Willens nillens zijn we kinderen van onze tijd! Hoe men ook over abstracte kunst denken mag, toch speelt ze, bewust of onbewust, in ons schoonheidsaanvoelen een werkzame rol. Wanneer velen thans beweren, dat het meesterwerk bij uitstek uit de verzamelingen van het Antwerps Museum de Madonna van Fouquet is, -een bewering die 50 jaar geleden niet denkbaar was ! - dan is dat het gevolg van zekere eigenaardigheden, die we, omdat we ze nu heerlijk vinden, voortreffelijke hoedanigheden noemen, maar die men vroeger als archaïsme, als onvolmaaktheid, eerder met voorbehoud mede in de koop opnam.

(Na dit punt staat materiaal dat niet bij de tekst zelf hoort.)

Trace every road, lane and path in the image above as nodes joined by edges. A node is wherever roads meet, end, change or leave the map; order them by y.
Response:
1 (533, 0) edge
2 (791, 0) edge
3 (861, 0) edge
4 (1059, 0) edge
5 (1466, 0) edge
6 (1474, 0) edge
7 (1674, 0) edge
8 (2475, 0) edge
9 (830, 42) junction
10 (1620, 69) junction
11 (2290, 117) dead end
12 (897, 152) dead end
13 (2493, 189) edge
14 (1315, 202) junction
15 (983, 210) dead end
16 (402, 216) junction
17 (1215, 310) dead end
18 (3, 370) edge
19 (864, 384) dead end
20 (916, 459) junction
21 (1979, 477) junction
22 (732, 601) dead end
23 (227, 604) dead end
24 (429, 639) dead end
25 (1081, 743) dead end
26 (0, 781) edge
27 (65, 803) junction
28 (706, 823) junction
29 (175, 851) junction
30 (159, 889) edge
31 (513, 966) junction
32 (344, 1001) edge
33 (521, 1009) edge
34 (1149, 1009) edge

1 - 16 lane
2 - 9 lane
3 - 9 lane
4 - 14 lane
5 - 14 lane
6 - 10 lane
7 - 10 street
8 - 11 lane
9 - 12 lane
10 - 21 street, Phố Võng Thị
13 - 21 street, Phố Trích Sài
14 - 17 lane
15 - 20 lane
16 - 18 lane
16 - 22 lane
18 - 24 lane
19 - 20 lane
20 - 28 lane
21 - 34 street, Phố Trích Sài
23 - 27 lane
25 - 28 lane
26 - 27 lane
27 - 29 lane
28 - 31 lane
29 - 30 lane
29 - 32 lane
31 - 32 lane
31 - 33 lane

Het meest opvallende, dat vroeger eerder aanstoot gaf, nu bijzondere bekoorlijkheid heet, is, dat Fouquet geen poging deed om de kleurengamma die hij hier ontwikkelt te doen overeenstemmen met de kleur die de dingen die hij uitbeeldt in werkelijkheid hadden of zouden kunnen gehad hebben.
Hij had niet de bedoeling de indruk te wekken dat zijn voorstelling 'zo werkelijk is als maar kan'. Hij heeft integendeel met stralende opgetogenheid, zonder aarzeling of schroom, iets 'onwerkelijks' aan zijn voorstelling gegeven, door de uitdrukkelijke afwijking van wat men de 'normale kleur' der dingen zou kunnen noemen.
Maria, haar gelaat, haar schouders en haar naakte borst, het Jezuskind en zelfs haar mantel zijn in eenzelfde 'wit' geschilderd, dat zeker, door zijn uiterst subtiele geschakeerdheid, ademend leven suggereert, maar dat niet poogt de verscheidenheid der stoffelijkheden uit te drukken.
Over het uitdrukken van de substantie der materie wordt bewust heengestapt! Daardoor ontstaat een eigenaardige dualiteit die de charme van dit werk uitmaakt. Volstrekt overtuigende uitbeelding van de werkelijkheid aan de ene kant, volstrekte afwijking van de 'werkelijke' kleur der dingen anderzijds.
Nog duidelijker is dat in de negen engeltjes die Maria's troon omgeven, waarvan er zes in ongeschakeerd fel rood en de overige in hevig en diep blauw geschilderd zijn, blauw dat trouwens identiek is met het blauw van de achtergrond achter Maria's hoofd. Men zou kunnen opwerpen, dat engelen - die er hier uitzien als gummi poppetjes! - geen reële wezens maar geesten zijn en Fouquet zich daarom die 'vrijheid' mocht veroorloven.